[Dataset entries]

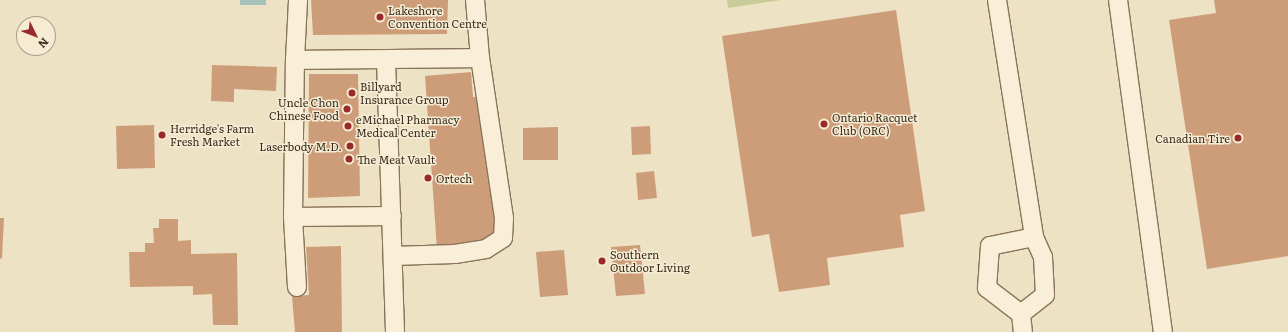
<!DOCTYPE html>
<html>
<head>
<meta charset="utf-8">
<style>
	body { margin:0 }
	#map { position:relative; width:1288px; height:332px; overflow:hidden; background:#eee2c4; font-family:Literata,serif }
	div>[style] { position:absolute }
	[style*='--x'] { left:calc(var(--x)*1px); top:calc(var(--y)*1px); width:calc(var(--w)*1px); rotate:calc(var(--a)*1deg) }
	.green>* { inset:0; background:#c6cd98 }
	.water>* { inset:0; background:#a6c2ba }
	.building>* { inset:0; background:#cd9d7a }
	.roads { filter:drop-shadow(1px 0 #89745a) drop-shadow(-1px 0 #89745a) drop-shadow(0 1px #89745a) drop-shadow(0 -1px #89745a) }
	.minor>* { height:18px; margin:-9px; padding:0 9px; transform-origin:9px; border-radius:9px; background:#f9efd8 }
	.dots>* { width:11px; height:11px; translate:-50% -50%; box-sizing:border-box; border:2px solid #f6ecd4; border-radius:50% }
	span { translate:-50% -50%; white-space:nowrap; text-align:center; line-height:1.15; -webkit-text-stroke:3px #f6ecd4; paint-order:stroke }
	.poi-label { font-size:11px; color:#392c1e }
	.left { translate:0 -50%; text-align:left }
	.right { translate:-100% -50%; text-align:right }
	.north { position:absolute; left:16px; top:16px; width:40px; height:40px; box-sizing:border-box; background:#f6ecd4; border:1px solid #aa9f8b; border-radius:50%; rotate:133deg; font-size:11px; font-weight:700; line-height:16px; text-align:center; color:#392c1e }
	.north::after { content:''; display:block; margin:auto; width:14px; height:18px; background:#992a2a; clip-path:polygon(50% 0,100% 100%,50% 72%,0 100%) }
</style>
</head>
<body>
<div id="map">
	<div class="green">
		<i style="clip-path:polygon(727px 0,781px 0,728px 8px)"></i>
	</div>
	<div class="water">
		<i style="clip-path:polygon(240px 0,266px 0,266px 5px,240px 5px)"></i>
	</div>
	<div class="building">
		<i style="clip-path:polygon(311px 0,448px 0,447px 34px,313px 35px)"></i>
		<i style="clip-path:polygon(1214px 0,1288px 0,1288px 256px,1207px 269px,1169px 20px,1216px 13px)"></i>
		<i style="clip-path:polygon(896px 10px,925px 211px,900px 215px,904px 247px,827px 258px,830px 285px,779px 292px,769px 234px,752px 237px,722px 36px)"></i>
		<i style="clip-path:polygon(212px 65px,277px 67px,276px 91px,234px 89px,234px 102px,211px 101px)"></i>
		<i style="clip-path:polygon(471px 72px,473px 97px,483px 98px,498px 227px,481px 247px,437px 250px,425px 76px)"></i>
		<i style="clip-path:polygon(309px 74px,358px 74px,360px 196px,308px 198px)"></i>
		<i style="clip-path:polygon(154px 125px,155px 168px,117px 169px,116px 126px)"></i>
		<i style="clip-path:polygon(650px 126px,651px 154px,632px 155px,631px 127px)"></i>
		<i style="clip-path:polygon(558px 127px,558px 160px,523px 160px,523px 128px)"></i>
		<i style="clip-path:polygon(654px 171px,657px 198px,638px 200px,636px 173px)"></i>
		<i style="clip-path:polygon(0 218px,4px 218px,2px 259px,0 258px)"></i>
		<i style="clip-path:polygon(159px 219px,178px 219px,178px 241px,191px 240px,191px 254px,237px 253px,238px 325px,213px 325px,212px 294px,193px 295px,193px 286px,130px 287px,129px 252px,145px 252px,145px 243px,154px 243px,153px 228px,159px 228px)"></i>
		<i style="clip-path:polygon(640px 245px,645px 294px,616px 296px,611px 247px)"></i>
		<i style="clip-path:polygon(341px 246px,342px 332px,295px 332px,292px 296px,309px 295px,306px 247px)"></i>
		<i style="clip-path:polygon(564px 250px,568px 295px,540px 297px,536px 252px)"></i>
	</div>
	<div class="roads">
		<div class="minor">
			<i style="--x:997;--y:0;--w:240;--a:81.1"></i>
			<i style="--x:1034;--y:237;--w:22;--a:66"></i>
			<i style="--x:1043;--y:257;--w:38;--a:87"></i>
			<i style="--x:1045;--y:295;--w:31;--a:142"></i>
			<i style="--x:1021;--y:314;--w:43;--a:-142.6"></i>
			<i style="--x:987;--y:288;--w:42;--a:-85.9"></i>
			<i style="--x:990;--y:246;--w:45;--a:-11.6"></i>
			<i style="--x:1118;--y:0;--w:335;--a:82.3"></i>
			<i style="--x:295;--y:60;--w:185;--a:-0.6"></i>
			<i style="--x:386;--y:60;--w:272;--a:88.1"></i>
			<i style="--x:293;--y:217;--w:99;--a:-0.6"></i>
			<i style="--x:393;--y:256;--w:62;--a:-1.8"></i>
			<i style="--x:455;--y:254;--w:31;--a:-9"></i>
			<i style="--x:486;--y:249;--w:20;--a:-33"></i>
			<i style="--x:503;--y:238;--w:20;--a:-87"></i>
			<i style="--x:504;--y:218;--w:162;--a:-98.5"></i>
			<i style="--x:480;--y:58;--w:58;--a:-94.9"></i>
			<i style="--x:297;--y:287;--w:70;--a:-93.3"></i>
			<i style="--x:293;--y:217;--w:157;--a:-89.3"></i>
			<i style="--x:295;--y:60;--w:60;--a:-87.1"></i>
			<i style="--x:1021;--y:314;--w:18;--a:84"></i>
		</div>
	</div>
	<div class="dots">
		<i style="left:380px;top:17px;background:#992a2a"></i>
		<i style="left:352px;top:93px;background:#992a2a"></i>
		<i style="left:347px;top:109px;background:#992a2a"></i>
		<i style="left:824px;top:124px;background:#992a2a"></i>
		<i style="left:348px;top:126px;background:#992a2a"></i>
		<i style="left:162px;top:135px;background:#992a2a"></i>
		<i style="left:1238px;top:138px;background:#992a2a"></i>
		<i style="left:350px;top:146px;background:#992a2a"></i>
		<i style="left:349px;top:159px;background:#992a2a"></i>
		<i style="left:428px;top:178px;background:#992a2a"></i>
		<i style="left:602px;top:261px;background:#992a2a"></i>
	</div>
	<div class="poi-label">
		<span class="left" style="left:388px;top:17px">Lakeshore<br>Convention Centre</span>
		<span class="left" style="left:360px;top:93px">Billyard<br>Insurance Group</span>
		<span class="right" style="left:339px;top:109px">Uncle Chon<br>Chinese Food</span>
		<span class="left" style="left:832px;top:124px">Ontario Racquet<br>Club (ORC)</span>
		<span class="left" style="left:356px;top:126px">eMichael Pharmacy<br>Medical Center</span>
		<span class="left" style="left:170px;top:135px">Herridge's Farm<br>Fresh Market</span>
		<span class="right" style="left:1230px;top:138px">Canadian Tire</span>
		<span class="right" style="left:342px;top:146px">Laserbody M.D.</span>
		<span class="left" style="left:357px;top:159px">The Meat Vault</span>
		<span class="left" style="left:436px;top:178px">Ortech</span>
		<span class="left" style="left:610px;top:261px">Southern<br>Outdoor Living</span>
	</div>
	<div class="north">N</div>
</div>
</body>
</html>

- _Exercise goal_:
Determine the number of lines in the data above that include the word "align", then answer with that number alone.

- _Result of the exercise_:
4